The group believes that the Second Reading of the Bill in the Commons cannot now happen until at least after the political party conferences - and there are only two days of Commons business now until MPs break up for the conference season.
Asked about the Bill at yesterday’s routine Commons Business Statement session, the leader of the house - Penny Mordaunt - reiterated the government’s commitment to the Bill and pledged that dates for progress on its passage into law would be announced in future business.
However that’s not enough for Ben Twomey, the new chief executive of Generation Rent, who has written to Housing Secretary Michael Gove to urge him to hold the Second Reading debate as soon as Parliament returns from its conference recess.
Even when MPs return after the conferences there is only a brief period when the Commons sits before the King’s Speech, outlining future business, on November 7.
Generation Rent uses protracted maths and extrapolations to claim that since the Bill received its First Reading on May 17, there have been 10,633 households facing Section 21 eviction notices.

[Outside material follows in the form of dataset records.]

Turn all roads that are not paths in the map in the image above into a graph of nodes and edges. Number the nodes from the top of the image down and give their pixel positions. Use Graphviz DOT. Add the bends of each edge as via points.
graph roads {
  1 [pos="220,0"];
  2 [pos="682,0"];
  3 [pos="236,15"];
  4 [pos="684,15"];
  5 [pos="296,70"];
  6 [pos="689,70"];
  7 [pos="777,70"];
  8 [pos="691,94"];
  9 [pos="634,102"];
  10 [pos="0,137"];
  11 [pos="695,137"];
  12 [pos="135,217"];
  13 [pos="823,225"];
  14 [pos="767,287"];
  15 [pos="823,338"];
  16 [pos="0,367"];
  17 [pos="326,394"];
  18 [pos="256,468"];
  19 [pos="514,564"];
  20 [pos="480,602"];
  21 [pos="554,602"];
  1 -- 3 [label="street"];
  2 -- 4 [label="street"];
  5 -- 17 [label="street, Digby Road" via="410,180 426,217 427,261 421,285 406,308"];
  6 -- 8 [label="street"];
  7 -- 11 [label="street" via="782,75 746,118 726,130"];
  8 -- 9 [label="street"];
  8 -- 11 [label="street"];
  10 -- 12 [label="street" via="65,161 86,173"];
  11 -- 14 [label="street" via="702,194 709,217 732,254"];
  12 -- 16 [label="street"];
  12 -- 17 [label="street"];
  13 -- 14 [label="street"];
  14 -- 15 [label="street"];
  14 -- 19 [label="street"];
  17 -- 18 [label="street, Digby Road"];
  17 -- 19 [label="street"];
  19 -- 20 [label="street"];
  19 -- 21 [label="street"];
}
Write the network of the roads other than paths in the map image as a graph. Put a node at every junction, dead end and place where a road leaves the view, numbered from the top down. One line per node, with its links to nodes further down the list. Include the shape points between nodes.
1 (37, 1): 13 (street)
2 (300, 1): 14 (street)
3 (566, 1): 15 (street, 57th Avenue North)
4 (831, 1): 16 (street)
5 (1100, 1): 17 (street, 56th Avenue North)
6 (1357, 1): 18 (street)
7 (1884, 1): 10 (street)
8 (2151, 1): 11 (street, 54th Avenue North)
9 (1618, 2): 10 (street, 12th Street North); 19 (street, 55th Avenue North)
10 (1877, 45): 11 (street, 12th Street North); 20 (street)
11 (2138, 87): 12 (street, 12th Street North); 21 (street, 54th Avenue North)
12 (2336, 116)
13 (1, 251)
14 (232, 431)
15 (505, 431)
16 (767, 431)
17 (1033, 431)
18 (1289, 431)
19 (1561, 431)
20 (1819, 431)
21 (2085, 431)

The campaigners reach that conclusion by saying that in Q2 2023, there were 7,491 accelerated claims in England, 35 per cent higher than the same quarter in 2022. The Bill was published on 17 May 2023 and Generation Rent says that in the 44 days of that quarter “we estimate that there were 3,839 claims.”
The group continues: “In Q3 2022, there were 6,092 accelerated claims. If these have increased at the same rate as the previous quarter, we can expect 8,224 claims in Q3 2023, and as of 14 September, we estimate this to be 6,794 claims in the 76 days of the current quarter to date.”
The government first committed to abolishing Section 21 in April 2019.